#### [Data for this task]
-=-=-=-=-

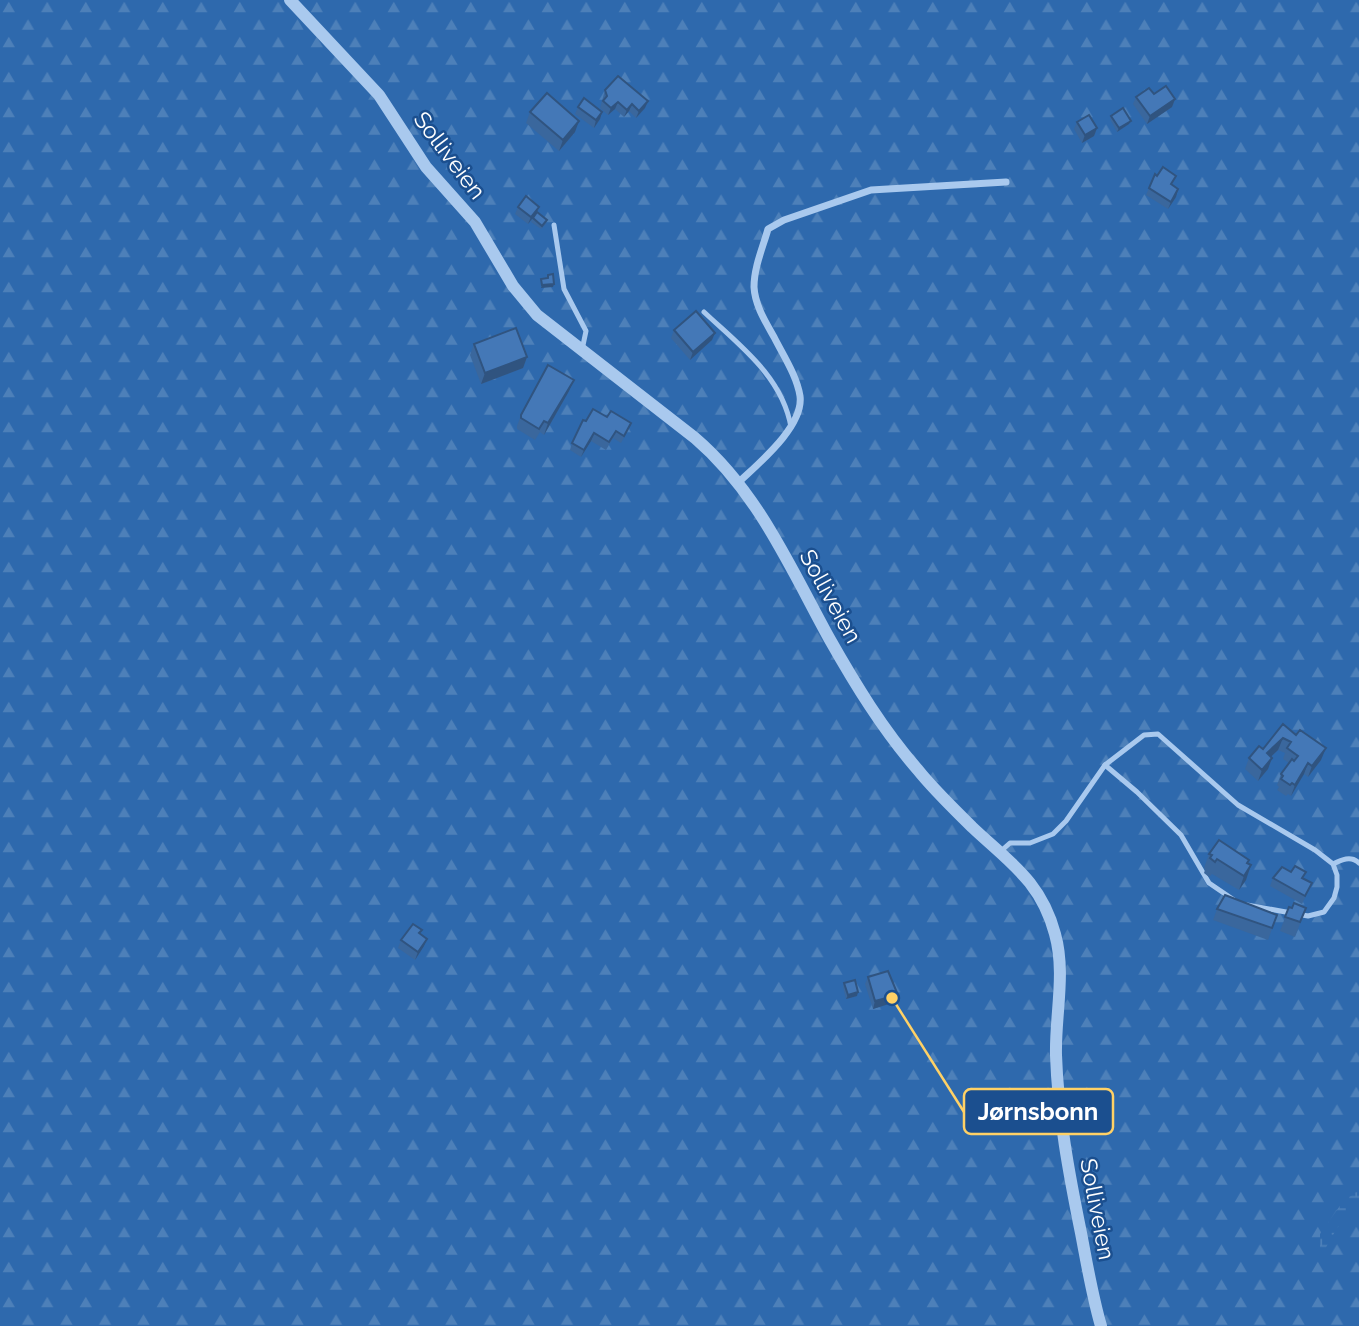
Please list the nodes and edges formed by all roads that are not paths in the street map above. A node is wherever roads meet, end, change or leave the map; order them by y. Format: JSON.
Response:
{"nodes":[{"id":1,"x":290,"y":0,"type":"edge"},
{"id":2,"x":1006,"y":182,"type":"dead end"},
{"id":3,"x":554,"y":225,"type":"dead end"},
{"id":4,"x":704,"y":312,"type":"dead end"},
{"id":5,"x":582,"y":350,"type":"junction"},
{"id":6,"x":791,"y":427,"type":"junction"},
{"id":7,"x":739,"y":482,"type":"junction"},
{"id":8,"x":1105,"y":765,"type":"junction"},
{"id":9,"x":1001,"y":851,"type":"junction"},
{"id":10,"x":1359,"y":863,"type":"edge"},
{"id":11,"x":1333,"y":864,"type":"junction"},
{"id":12,"x":1101,"y":1326,"type":"edge"}],
"edges":[{"from":1,"to":5,"type":"street","name":"Solliveien"},
{"from":2,"to":6,"type":"street"},
{"from":3,"to":5,"type":"lane"},
{"from":4,"to":6,"type":"lane"},
{"from":5,"to":7,"type":"street","name":"Solliveien"},
{"from":6,"to":7,"type":"street"},
{"from":7,"to":9,"type":"street","name":"Solliveien"},
{"from":8,"to":9,"type":"lane"},
{"from":8,"to":11,"type":"lane"},
{"from":8,"to":11,"type":"lane"},
{"from":9,"to":12,"type":"street","name":"Solliveien"},
{"from":10,"to":11,"type":"lane"}]}
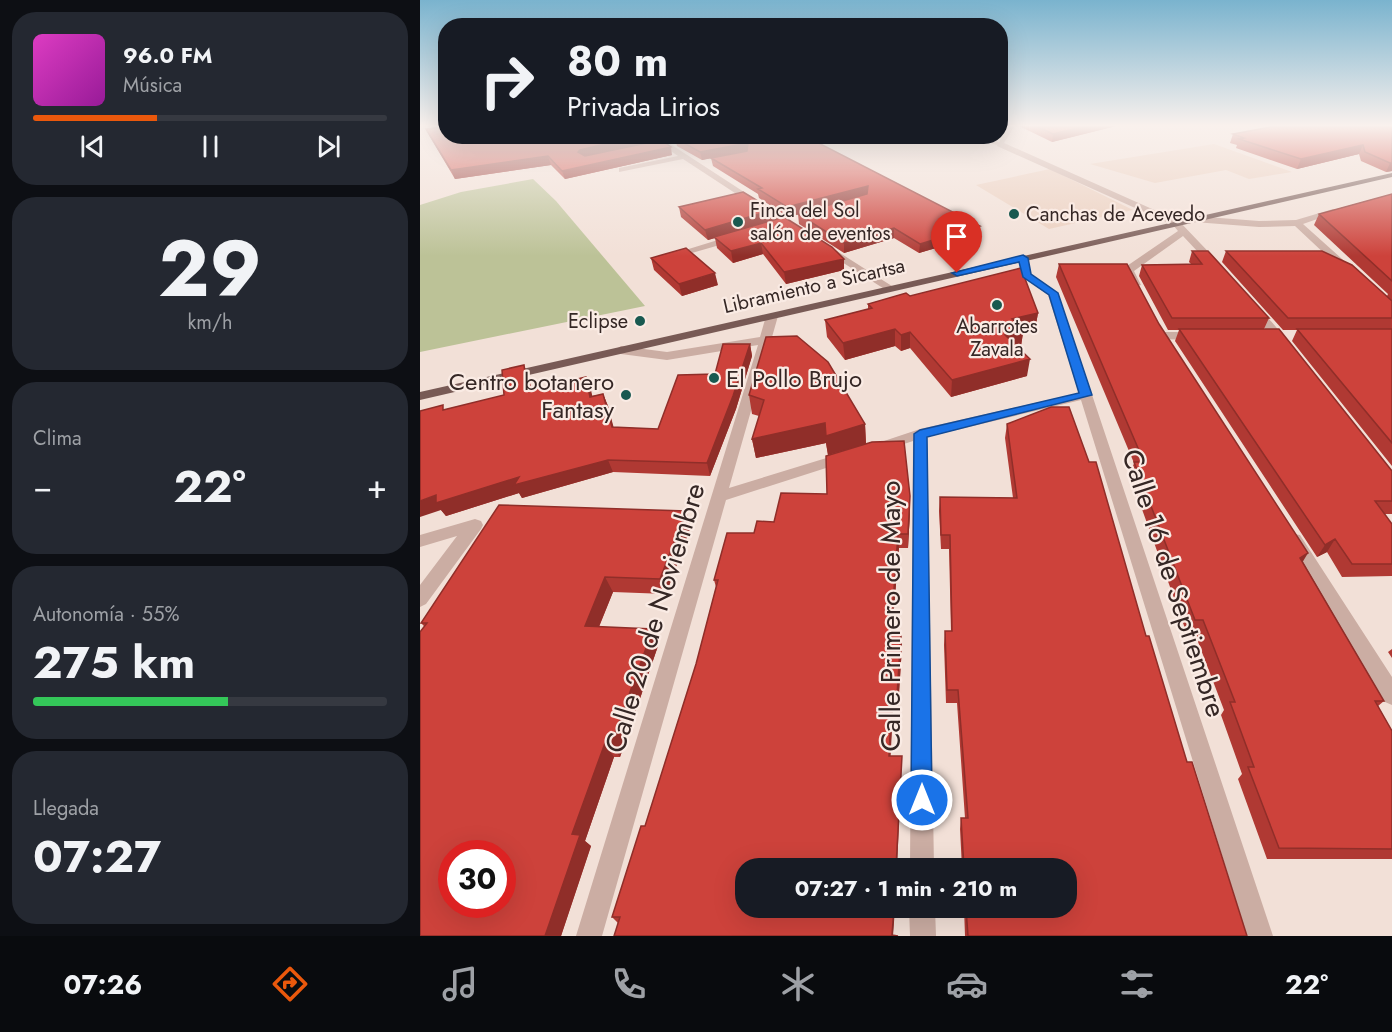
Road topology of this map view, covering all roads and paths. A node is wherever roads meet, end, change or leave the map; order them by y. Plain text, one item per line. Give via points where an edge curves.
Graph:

-=-=-=-=-

#### [What is needed]
Starting from the line that contains "Road topology of", reproduce each line of the data exactly through the last one.

#### [Solution]
Road topology of this map view, covering all roads and paths. A node is wherever roads meet, end, change or leave the map; order them by y. Plain text, one item per line. Give via points where an edge curves.
Graph:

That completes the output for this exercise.